### EXERCISE GOAL
The records that follow should be retyped word for word.

** Opening TASK INPUTS block **

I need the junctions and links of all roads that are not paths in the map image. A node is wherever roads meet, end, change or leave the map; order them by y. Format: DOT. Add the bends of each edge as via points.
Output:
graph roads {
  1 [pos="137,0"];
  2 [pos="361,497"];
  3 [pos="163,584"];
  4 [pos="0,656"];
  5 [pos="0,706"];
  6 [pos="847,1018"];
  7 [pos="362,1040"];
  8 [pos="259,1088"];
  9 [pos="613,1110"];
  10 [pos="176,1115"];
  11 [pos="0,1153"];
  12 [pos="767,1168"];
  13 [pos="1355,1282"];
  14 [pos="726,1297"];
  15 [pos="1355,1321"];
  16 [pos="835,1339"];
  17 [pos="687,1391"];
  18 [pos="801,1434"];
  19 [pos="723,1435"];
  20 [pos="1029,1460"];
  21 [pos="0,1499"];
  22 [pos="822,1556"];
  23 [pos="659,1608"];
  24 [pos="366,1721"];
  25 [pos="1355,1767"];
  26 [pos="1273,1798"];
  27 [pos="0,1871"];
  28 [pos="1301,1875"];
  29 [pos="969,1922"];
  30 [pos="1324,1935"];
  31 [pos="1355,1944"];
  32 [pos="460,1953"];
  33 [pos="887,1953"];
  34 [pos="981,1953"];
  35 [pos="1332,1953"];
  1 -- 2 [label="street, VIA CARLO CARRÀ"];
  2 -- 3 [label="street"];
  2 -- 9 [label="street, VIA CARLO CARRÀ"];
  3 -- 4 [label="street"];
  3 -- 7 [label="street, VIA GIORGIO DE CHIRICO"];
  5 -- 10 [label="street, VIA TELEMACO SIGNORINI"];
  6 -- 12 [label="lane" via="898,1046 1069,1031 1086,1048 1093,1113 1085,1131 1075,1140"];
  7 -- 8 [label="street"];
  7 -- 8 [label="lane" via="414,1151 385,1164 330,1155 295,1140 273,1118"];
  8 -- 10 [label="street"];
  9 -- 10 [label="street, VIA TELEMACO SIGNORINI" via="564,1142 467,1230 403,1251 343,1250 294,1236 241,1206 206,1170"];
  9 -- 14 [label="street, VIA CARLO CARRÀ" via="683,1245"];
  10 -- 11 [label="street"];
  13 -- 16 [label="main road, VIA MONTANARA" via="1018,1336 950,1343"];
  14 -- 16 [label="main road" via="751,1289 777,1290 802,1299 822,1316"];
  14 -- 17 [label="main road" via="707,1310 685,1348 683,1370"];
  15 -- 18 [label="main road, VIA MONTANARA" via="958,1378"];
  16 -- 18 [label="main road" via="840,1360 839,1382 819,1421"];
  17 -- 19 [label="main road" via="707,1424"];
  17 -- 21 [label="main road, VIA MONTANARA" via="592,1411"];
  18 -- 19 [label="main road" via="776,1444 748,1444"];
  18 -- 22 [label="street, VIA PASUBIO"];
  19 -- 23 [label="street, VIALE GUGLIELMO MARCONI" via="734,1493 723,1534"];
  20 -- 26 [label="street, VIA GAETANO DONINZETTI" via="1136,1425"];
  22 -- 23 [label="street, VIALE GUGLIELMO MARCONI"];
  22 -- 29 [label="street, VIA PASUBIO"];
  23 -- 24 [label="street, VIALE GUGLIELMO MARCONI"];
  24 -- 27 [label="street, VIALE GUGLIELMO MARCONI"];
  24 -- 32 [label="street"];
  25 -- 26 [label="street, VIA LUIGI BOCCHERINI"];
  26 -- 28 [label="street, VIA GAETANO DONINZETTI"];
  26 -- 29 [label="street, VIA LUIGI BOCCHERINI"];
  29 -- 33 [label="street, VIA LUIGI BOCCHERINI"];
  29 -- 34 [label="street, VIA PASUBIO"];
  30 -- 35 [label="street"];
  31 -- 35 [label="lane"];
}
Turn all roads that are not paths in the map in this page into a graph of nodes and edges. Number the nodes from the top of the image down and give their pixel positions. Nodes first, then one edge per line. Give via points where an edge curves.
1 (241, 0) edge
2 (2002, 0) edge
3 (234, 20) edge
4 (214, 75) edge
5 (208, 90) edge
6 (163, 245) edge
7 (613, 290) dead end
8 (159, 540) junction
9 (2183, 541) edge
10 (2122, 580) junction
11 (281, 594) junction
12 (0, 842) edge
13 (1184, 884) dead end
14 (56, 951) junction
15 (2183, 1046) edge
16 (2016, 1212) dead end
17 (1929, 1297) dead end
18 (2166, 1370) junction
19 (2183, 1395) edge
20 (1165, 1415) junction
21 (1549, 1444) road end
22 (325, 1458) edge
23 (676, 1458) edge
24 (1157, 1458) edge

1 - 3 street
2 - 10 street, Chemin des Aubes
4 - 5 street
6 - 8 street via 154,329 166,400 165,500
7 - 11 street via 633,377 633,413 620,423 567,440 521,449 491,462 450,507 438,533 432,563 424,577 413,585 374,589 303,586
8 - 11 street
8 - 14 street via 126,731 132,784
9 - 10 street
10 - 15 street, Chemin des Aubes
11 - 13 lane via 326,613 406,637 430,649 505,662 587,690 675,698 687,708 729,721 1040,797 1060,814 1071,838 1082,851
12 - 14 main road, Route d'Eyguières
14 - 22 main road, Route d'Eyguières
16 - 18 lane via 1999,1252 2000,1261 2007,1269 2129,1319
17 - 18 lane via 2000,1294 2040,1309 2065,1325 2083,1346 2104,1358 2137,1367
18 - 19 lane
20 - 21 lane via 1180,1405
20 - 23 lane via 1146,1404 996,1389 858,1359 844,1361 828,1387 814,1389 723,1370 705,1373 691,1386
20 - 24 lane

** Closing TASK INPUTS block **

### ANSWER SECTION
I need the junctions and links of all roads that are not paths in the map image. A node is wherever roads meet, end, change or leave the map; order them by y. Format: DOT. Add the bends of each edge as via points.
Output:
graph roads {
  1 [pos="137,0"];
  2 [pos="361,497"];
  3 [pos="163,584"];
  4 [pos="0,656"];
  5 [pos="0,706"];
  6 [pos="847,1018"];
  7 [pos="362,1040"];
  8 [pos="259,1088"];
  9 [pos="613,1110"];
  10 [pos="176,1115"];
  11 [pos="0,1153"];
  12 [pos="767,1168"];
  13 [pos="1355,1282"];
  14 [pos="726,1297"];
  15 [pos="1355,1321"];
  16 [pos="835,1339"];
  17 [pos="687,1391"];
  18 [pos="801,1434"];
  19 [pos="723,1435"];
  20 [pos="1029,1460"];
  21 [pos="0,1499"];
  22 [pos="822,1556"];
  23 [pos="659,1608"];
  24 [pos="366,1721"];
  25 [pos="1355,1767"];
  26 [pos="1273,1798"];
  27 [pos="0,1871"];
  28 [pos="1301,1875"];
  29 [pos="969,1922"];
  30 [pos="1324,1935"];
  31 [pos="1355,1944"];
  32 [pos="460,1953"];
  33 [pos="887,1953"];
  34 [pos="981,1953"];
  35 [pos="1332,1953"];
  1 -- 2 [label="street, VIA CARLO CARRÀ"];
  2 -- 3 [label="street"];
  2 -- 9 [label="street, VIA CARLO CARRÀ"];
  3 -- 4 [label="street"];
  3 -- 7 [label="street, VIA GIORGIO DE CHIRICO"];
  5 -- 10 [label="street, VIA TELEMACO SIGNORINI"];
  6 -- 12 [label="lane" via="898,1046 1069,1031 1086,1048 1093,1113 1085,1131 1075,1140"];
  7 -- 8 [label="street"];
  7 -- 8 [label="lane" via="414,1151 385,1164 330,1155 295,1140 273,1118"];
  8 -- 10 [label="street"];
  9 -- 10 [label="street, VIA TELEMACO SIGNORINI" via="564,1142 467,1230 403,1251 343,1250 294,1236 241,1206 206,1170"];
  9 -- 14 [label="street, VIA CARLO CARRÀ" via="683,1245"];
  10 -- 11 [label="street"];
  13 -- 16 [label="main road, VIA MONTANARA" via="1018,1336 950,1343"];
  14 -- 16 [label="main road" via="751,1289 777,1290 802,1299 822,1316"];
  14 -- 17 [label="main road" via="707,1310 685,1348 683,1370"];
  15 -- 18 [label="main road, VIA MONTANARA" via="958,1378"];
  16 -- 18 [label="main road" via="840,1360 839,1382 819,1421"];
  17 -- 19 [label="main road" via="707,1424"];
  17 -- 21 [label="main road, VIA MONTANARA" via="592,1411"];
  18 -- 19 [label="main road" via="776,1444 748,1444"];
  18 -- 22 [label="street, VIA PASUBIO"];
  19 -- 23 [label="street, VIALE GUGLIELMO MARCONI" via="734,1493 723,1534"];
  20 -- 26 [label="street, VIA GAETANO DONINZETTI" via="1136,1425"];
  22 -- 23 [label="street, VIALE GUGLIELMO MARCONI"];
  22 -- 29 [label="street, VIA PASUBIO"];
  23 -- 24 [label="street, VIALE GUGLIELMO MARCONI"];
  24 -- 27 [label="street, VIALE GUGLIELMO MARCONI"];
  24 -- 32 [label="street"];
  25 -- 26 [label="street, VIA LUIGI BOCCHERINI"];
  26 -- 28 [label="street, VIA GAETANO DONINZETTI"];
  26 -- 29 [label="street, VIA LUIGI BOCCHERINI"];
  29 -- 33 [label="street, VIA LUIGI BOCCHERINI"];
  29 -- 34 [label="street, VIA PASUBIO"];
  30 -- 35 [label="street"];
  31 -- 35 [label="lane"];
}
Turn all roads that are not paths in the map in this page into a graph of nodes and edges. Number the nodes from the top of the image down and give their pixel positions. Nodes first, then one edge per line. Give via points where an edge curves.
1 (241, 0) edge
2 (2002, 0) edge
3 (234, 20) edge
4 (214, 75) edge
5 (208, 90) edge
6 (163, 245) edge
7 (613, 290) dead end
8 (159, 540) junction
9 (2183, 541) edge
10 (2122, 580) junction
11 (281, 594) junction
12 (0, 842) edge
13 (1184, 884) dead end
14 (56, 951) junction
15 (2183, 1046) edge
16 (2016, 1212) dead end
17 (1929, 1297) dead end
18 (2166, 1370) junction
19 (2183, 1395) edge
20 (1165, 1415) junction
21 (1549, 1444) road end
22 (325, 1458) edge
23 (676, 1458) edge
24 (1157, 1458) edge

1 - 3 street
2 - 10 street, Chemin des Aubes
4 - 5 street
6 - 8 street via 154,329 166,400 165,500
7 - 11 street via 633,377 633,413 620,423 567,440 521,449 491,462 450,507 438,533 432,563 424,577 413,585 374,589 303,586
8 - 11 street
8 - 14 street via 126,731 132,784
9 - 10 street
10 - 15 street, Chemin des Aubes
11 - 13 lane via 326,613 406,637 430,649 505,662 587,690 675,698 687,708 729,721 1040,797 1060,814 1071,838 1082,851
12 - 14 main road, Route d'Eyguières
14 - 22 main road, Route d'Eyguières
16 - 18 lane via 1999,1252 2000,1261 2007,1269 2129,1319
17 - 18 lane via 2000,1294 2040,1309 2065,1325 2083,1346 2104,1358 2137,1367
18 - 19 lane
20 - 21 lane via 1180,1405
20 - 23 lane via 1146,1404 996,1389 858,1359 844,1361 828,1387 814,1389 723,1370 705,1373 691,1386
20 - 24 lane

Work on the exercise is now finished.